The final update to the 2019 PFS and QPP also includes three new CPT (current procedural terminology) codes for reimbursement of remote patient monitoring. Those updated codes go live in January 2019. In a blog post, Lacktman wrote that the new RPM codes, officially titled “Chronic Care Remote Physiologic Monitoring,” incentivize providers to effectively and efficiently use RPM technology to monitor and manage patient care needs.
E&M Coding Reforms
The PFS final rule addresses E&M documentation reform, and CMS noted that coding requirements for physician services known as E&M visits have not been updated in 20 years. The final rule simplifies and streamlines documentation, so doctors can spend more time with patients, CMS officials said.
The major E&M reforms include replacing the current E&M codes with a new, single blended payment rate for E&M office visit codes Level 2 through 4 visits, while maintaining the payment rate for E&M office/outpatient visit code level 5 in order to better account for the care and needs of complex patients.
This change will be effective in 2021 and marks a change from CMS’ earlier proposal, which would have collapsed Level 2 through 5 codes into a single payment by 2019. For 2019 and 2020, practices will continue using the current coding and payment structure for E&M office and outpatient visits
Don Crane, president and CEO, America’s Physician Groups, praised CMS’s decision to delay the payment changes for two years. “We are pleased that CMS will continue in dialogue with stakeholders to further refine the regulations as they become effective in 2021,” Crane said in a statement. “CMS also takes aim at reducing clinician burden by removing several duplicative notation and documentation requirements,” he said.
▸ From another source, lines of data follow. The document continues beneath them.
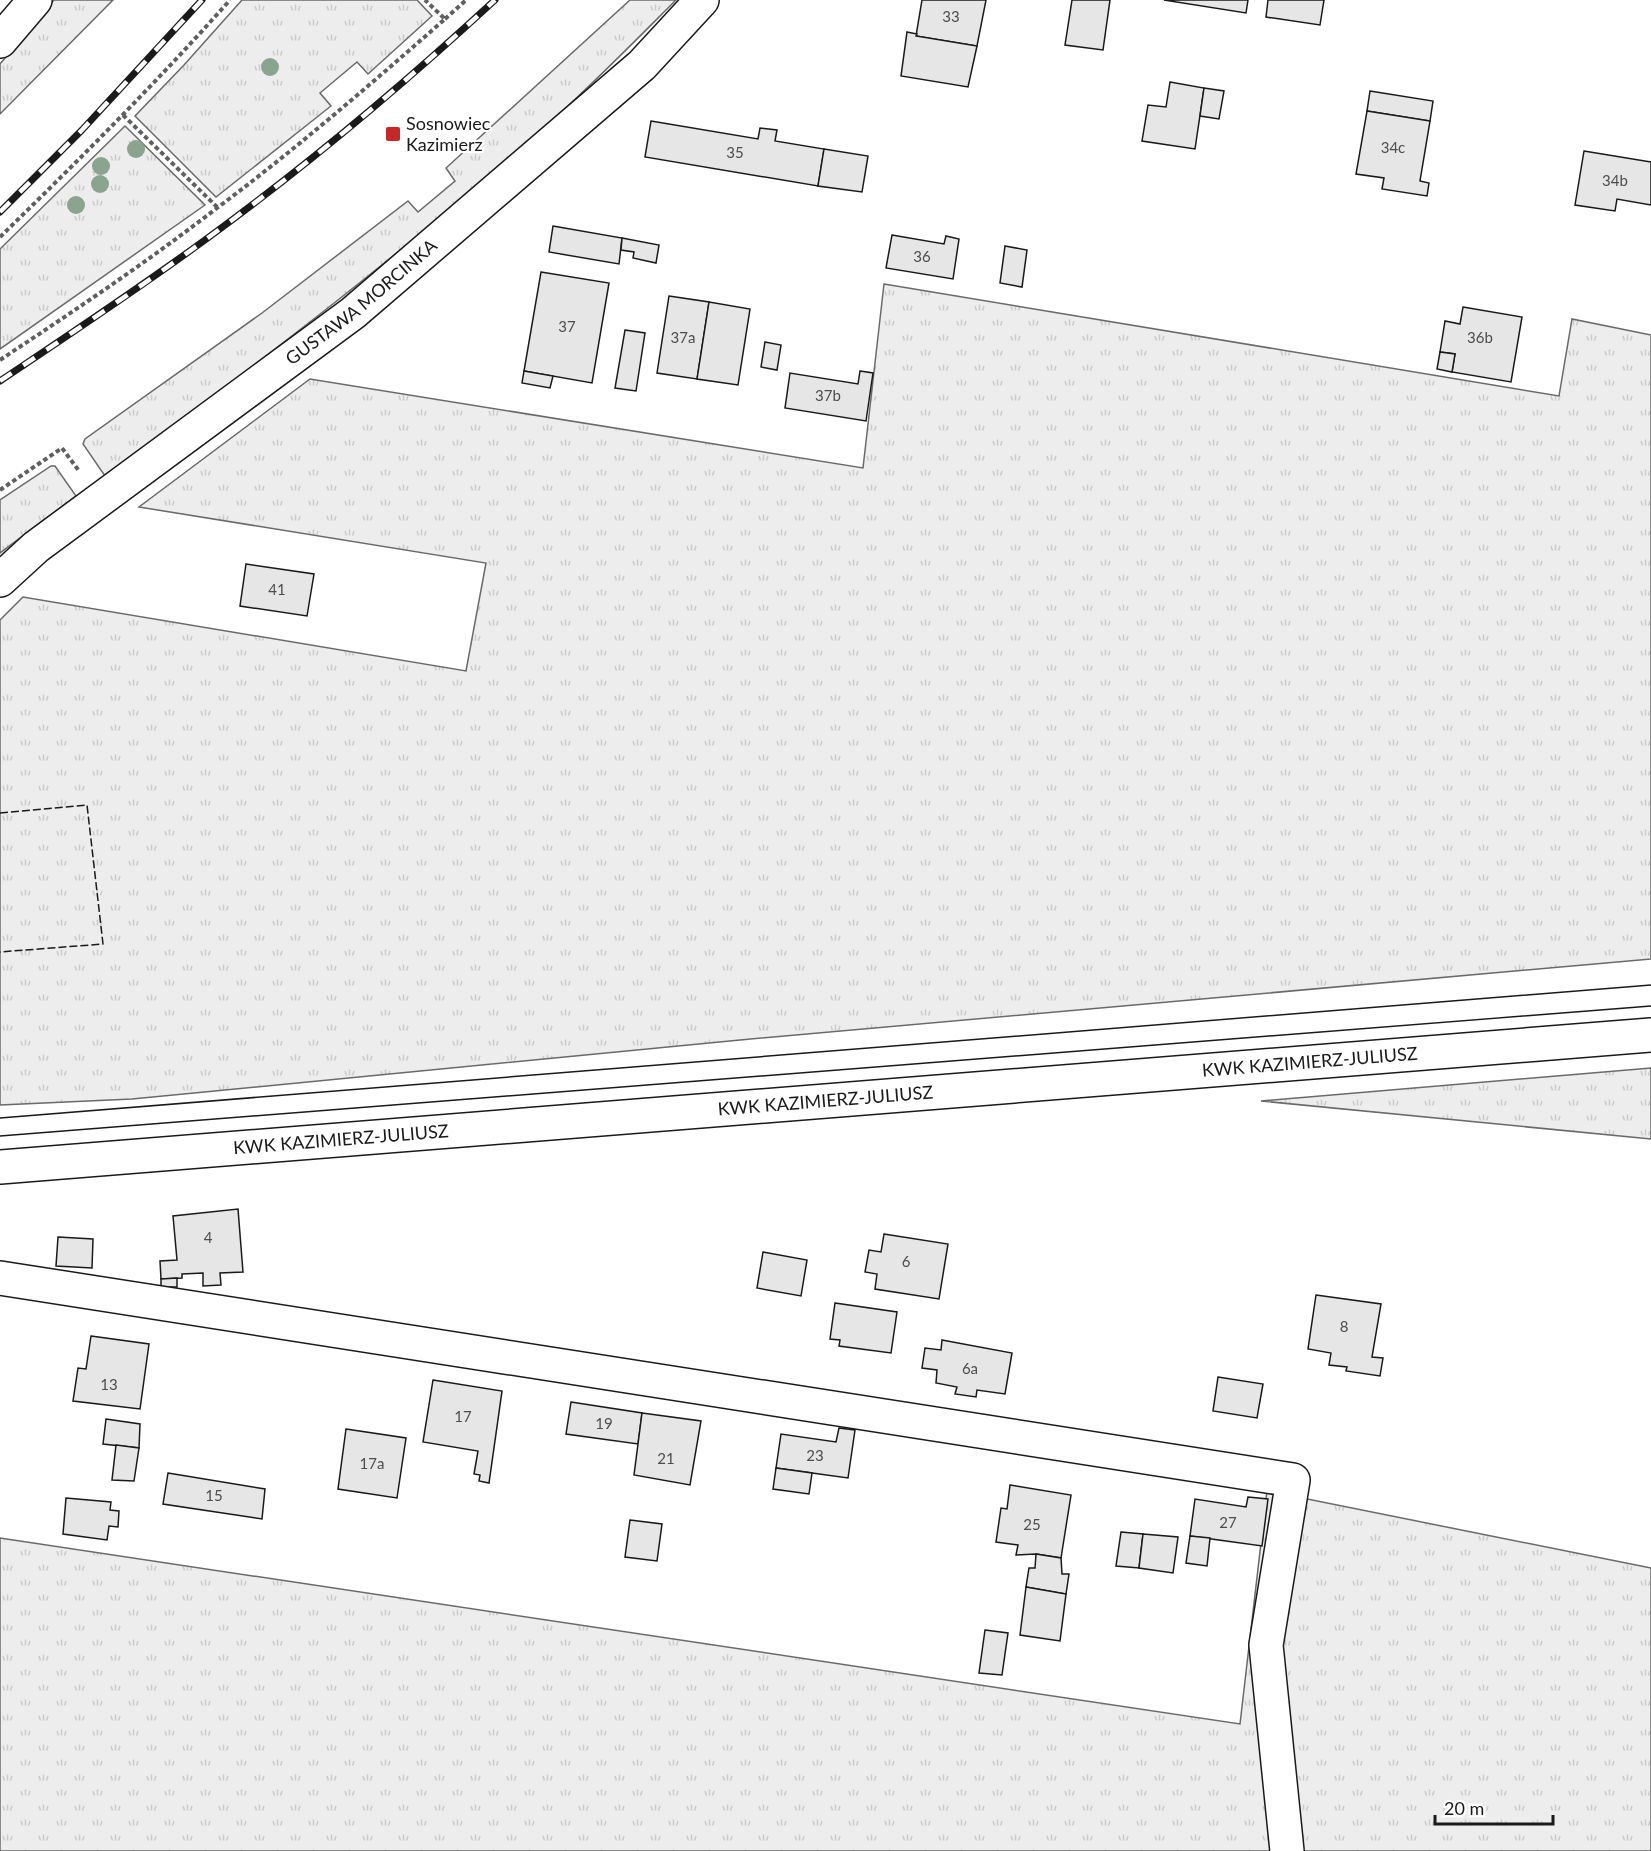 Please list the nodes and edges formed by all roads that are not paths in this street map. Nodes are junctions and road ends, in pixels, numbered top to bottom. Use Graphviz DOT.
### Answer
graph roads {
  1 [pos="35,0"];
  2 [pos="702,0"];
  3 [pos="0,41"];
  4 [pos="0,580"];
  5 [pos="1651,1035"];
  6 [pos="0,1167"];
  7 [pos="0,1278"];
  8 [pos="1287,1851"];
  1 -- 3 [label="street"];
  2 -- 4 [label="street, GUSTAWA MORCINKA"];
  5 -- 6 [label="street, KWK KAZIMIERZ-JULIUSZ"];
  7 -- 8 [label="street"];
} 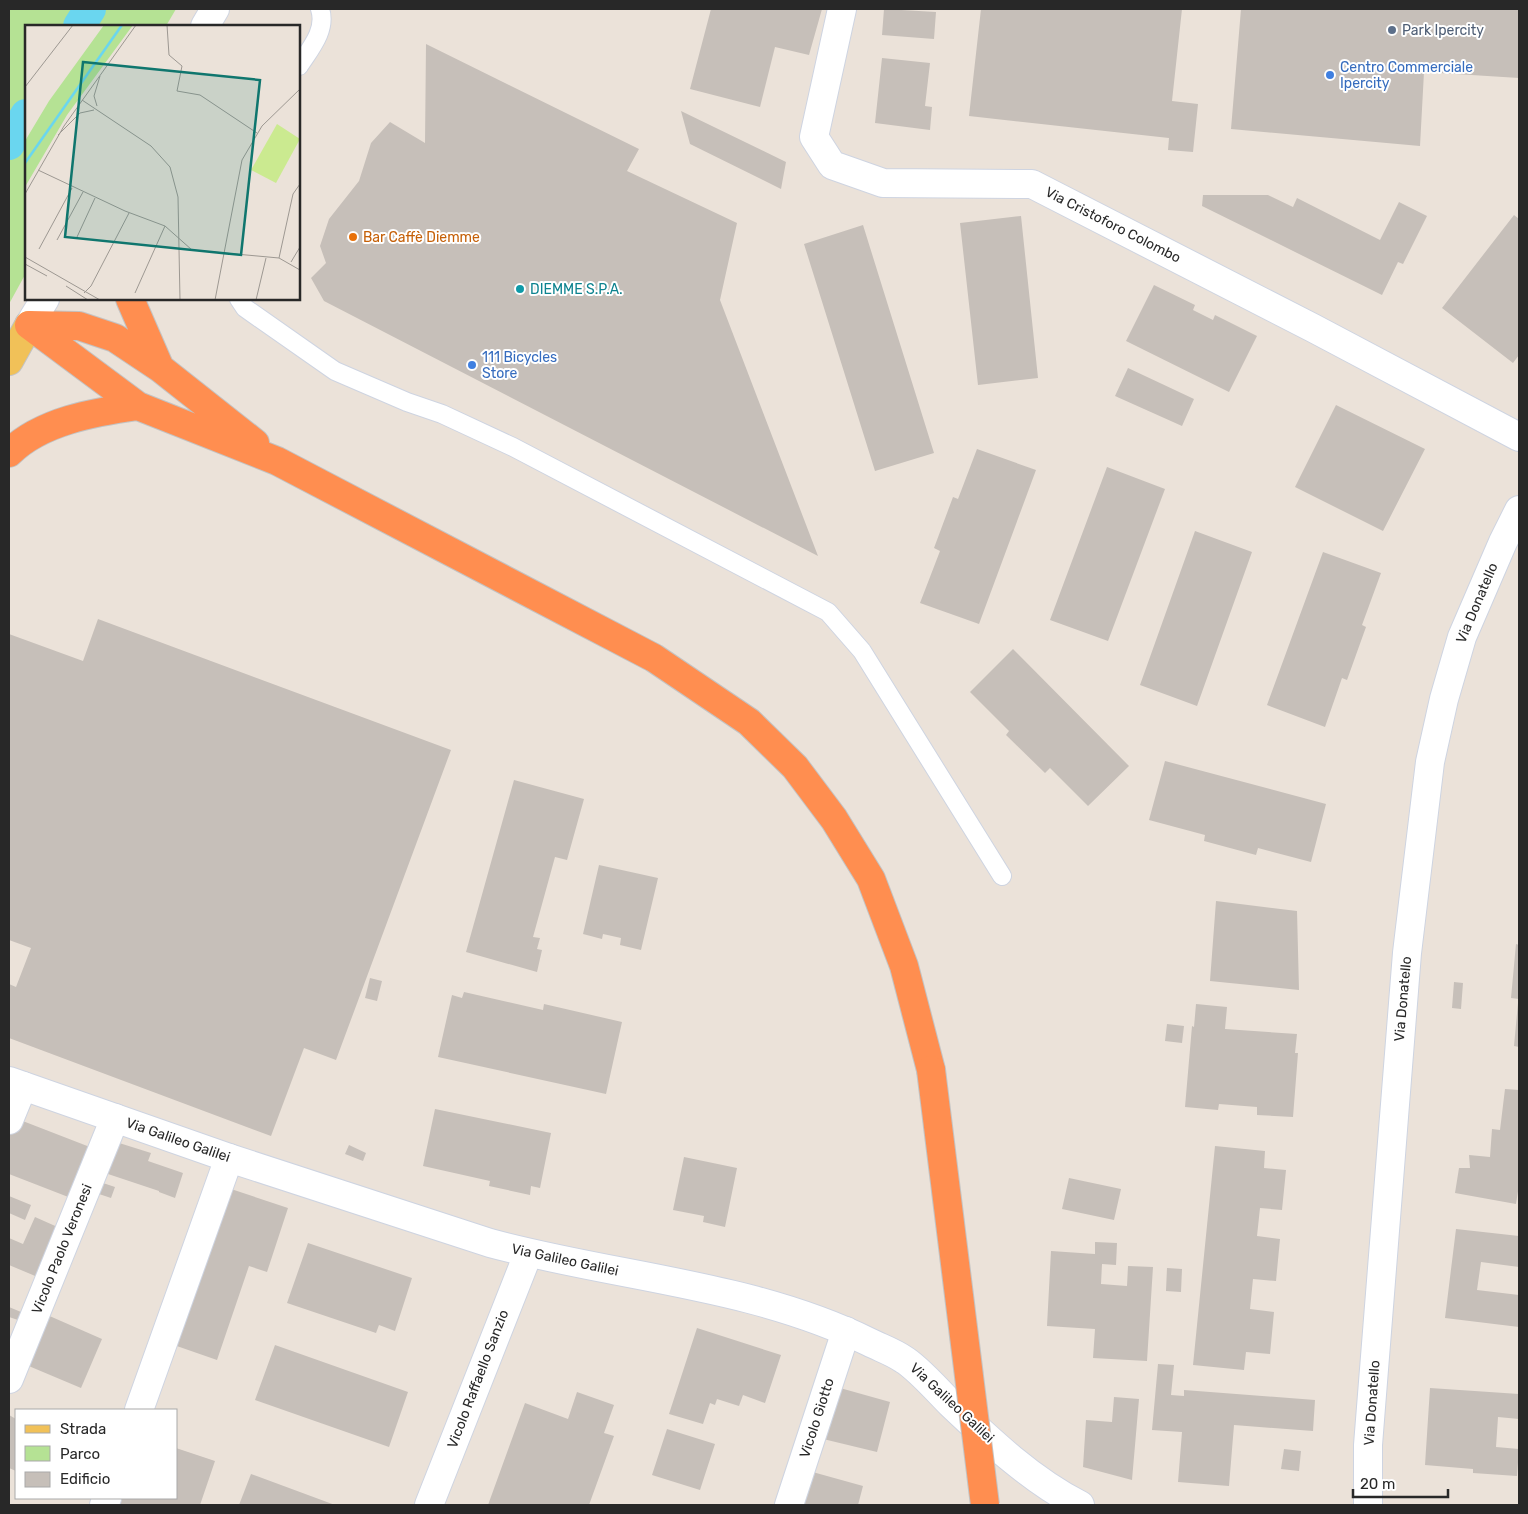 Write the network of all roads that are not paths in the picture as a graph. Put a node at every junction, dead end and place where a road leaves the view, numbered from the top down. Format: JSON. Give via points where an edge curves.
{"nodes":[{"id":1,"x":215,"y":9,"type":"edge"},
{"id":2,"x":320,"y":9,"type":"edge"},
{"id":3,"x":842,"y":9,"type":"edge"},
{"id":4,"x":206,"y":25,"type":"edge"},
{"id":5,"x":300,"y":64,"type":"edge"},
{"id":6,"x":44,"y":300,"type":"edge"},
{"id":7,"x":130,"y":300,"type":"edge"},
{"id":8,"x":240,"y":300,"type":"edge"},
{"id":9,"x":29,"y":325,"type":"junction"},
{"id":10,"x":9,"y":361,"type":"edge"},
{"id":11,"x":160,"y":368,"type":"junction"},
{"id":12,"x":138,"y":406,"type":"junction"},
{"id":13,"x":1519,"y":437,"type":"edge"},
{"id":14,"x":9,"y":453,"type":"edge"},
{"id":15,"x":277,"y":461,"type":"junction"},
{"id":16,"x":1519,"y":510,"type":"edge"},
{"id":17,"x":1002,"y":876,"type":"dead end"},
{"id":18,"x":16,"y":1083,"type":"edge"},
{"id":19,"x":115,"y":1118,"type":"junction"},
{"id":20,"x":9,"y":1120,"type":"edge"},
{"id":21,"x":229,"y":1158,"type":"junction"},
{"id":22,"x":528,"y":1254,"type":"junction"},
{"id":23,"x":846,"y":1331,"type":"junction"},
{"id":24,"x":9,"y":1379,"type":"edge"},
{"id":25,"x":138,"y":1409,"type":"edge"},
{"id":26,"x":429,"y":1505,"type":"edge"},
{"id":27,"x":789,"y":1505,"type":"edge"},
{"id":28,"x":985,"y":1505,"type":"edge"},
{"id":29,"x":1080,"y":1505,"type":"edge"},
{"id":30,"x":1368,"y":1505,"type":"edge"}],
"edges":[{"from":1,"to":4,"type":"street"},
{"from":2,"to":5,"type":"lane","via":[[319,35]]},
{"from":3,"to":13,"type":"street","name":"Via Cristoforo Colombo","via":[[814,137],[832,165],[883,183],[1032,184]]},
{"from":6,"to":9,"type":"street"},
{"from":7,"to":11,"type":"highway"},
{"from":8,"to":17,"type":"lane","via":[[245,308],[335,371],[513,447],[828,612],[862,651]]},
{"from":9,"to":10,"type":"main road"},
{"from":9,"to":11,"type":"highway","via":[[79,326],[116,338]]},
{"from":9,"to":12,"type":"highway"},
{"from":11,"to":15,"type":"highway"},
{"from":12,"to":14,"type":"highway","via":[[100,412],[54,426],[30,436]]},
{"from":12,"to":15,"type":"highway"},
{"from":15,"to":28,"type":"highway","bridge":true,"via":[[654,658],[750,722],[795,767],[834,819],[871,879],[904,966],[930,1070]]},
{"from":16,"to":30,"type":"street","name":"Via Donatello","via":[[1462,637],[1430,762],[1407,952],[1368,1445]]},
{"from":18,"to":19,"type":"street","name":"Via Galileo Galilei"},
{"from":18,"to":20,"type":"street"},
{"from":19,"to":21,"type":"street","name":"Via Galileo Galilei"},
{"from":19,"to":24,"type":"street","name":"Vicolo Paolo Veronesi"},
{"from":21,"to":22,"type":"street","name":"Via Galileo Galilei"},
{"from":21,"to":25,"type":"street"},
{"from":22,"to":23,"type":"street","name":"Via Galileo Galilei","via":[[725,1293],[788,1310]]},
{"from":22,"to":26,"type":"street","name":"Vicolo Raffaello Sanzio"},
{"from":23,"to":27,"type":"street","name":"Vicolo Giotto"},
{"from":23,"to":29,"type":"street","name":"Via Galileo Galilei","via":[[905,1359],[1018,1465]]}]} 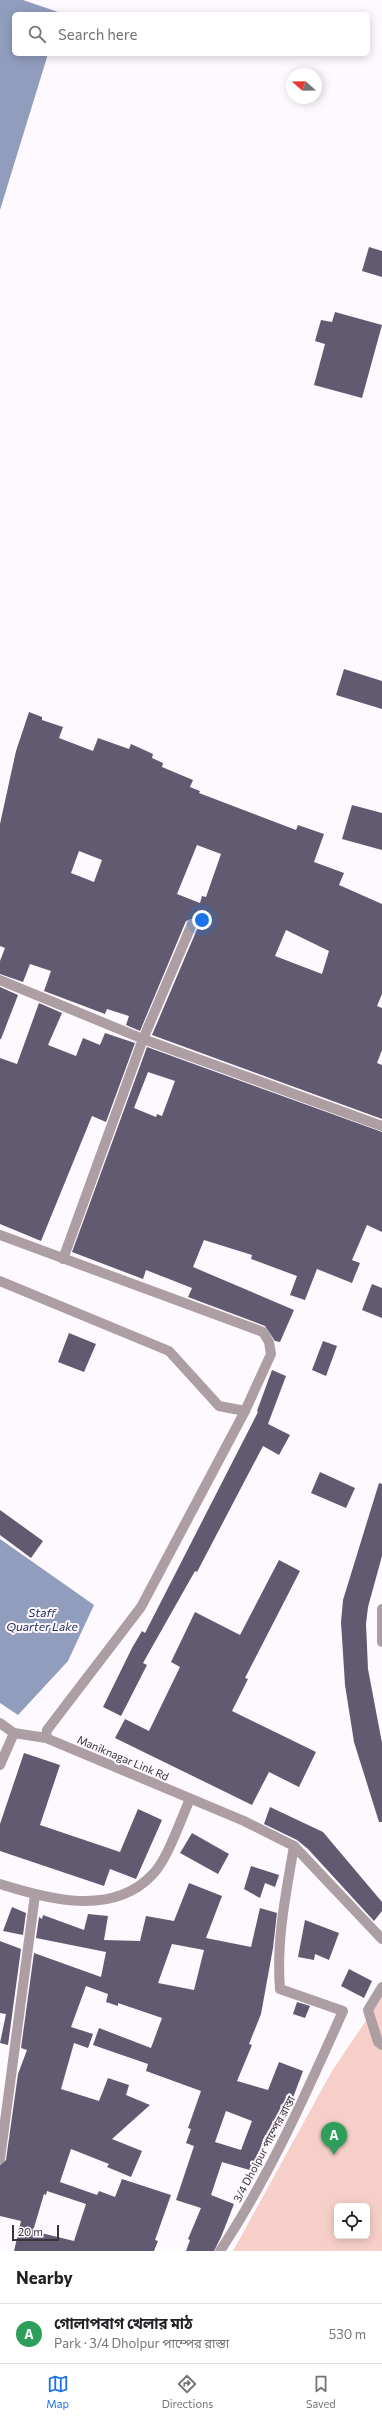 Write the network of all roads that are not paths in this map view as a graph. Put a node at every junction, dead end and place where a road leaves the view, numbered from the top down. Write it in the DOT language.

In a statement, Anders Gilberg, senior vice president, government affairs at the Colorado-based Medical Group Management Association (MGMA), also applauded CMS’s efforts to reduce documentation burden for E&M office visits and the agency’s deferral and revision of the collapsed E&M codes to 2021. However, similar to concerns he raised about the proposed rule back in July, Gilberg again questioned the benefit to physicians of a single blended payment rate.
“Blending payments rates in 2021 won’t necessarily reduce burden, especially with CMS’s newly required add-on codes. MGMA will continue to examine the rule, leverage feedback from members, and work with CMS to create meaningful burden reduction for physician practices across the country,” Gilberg said.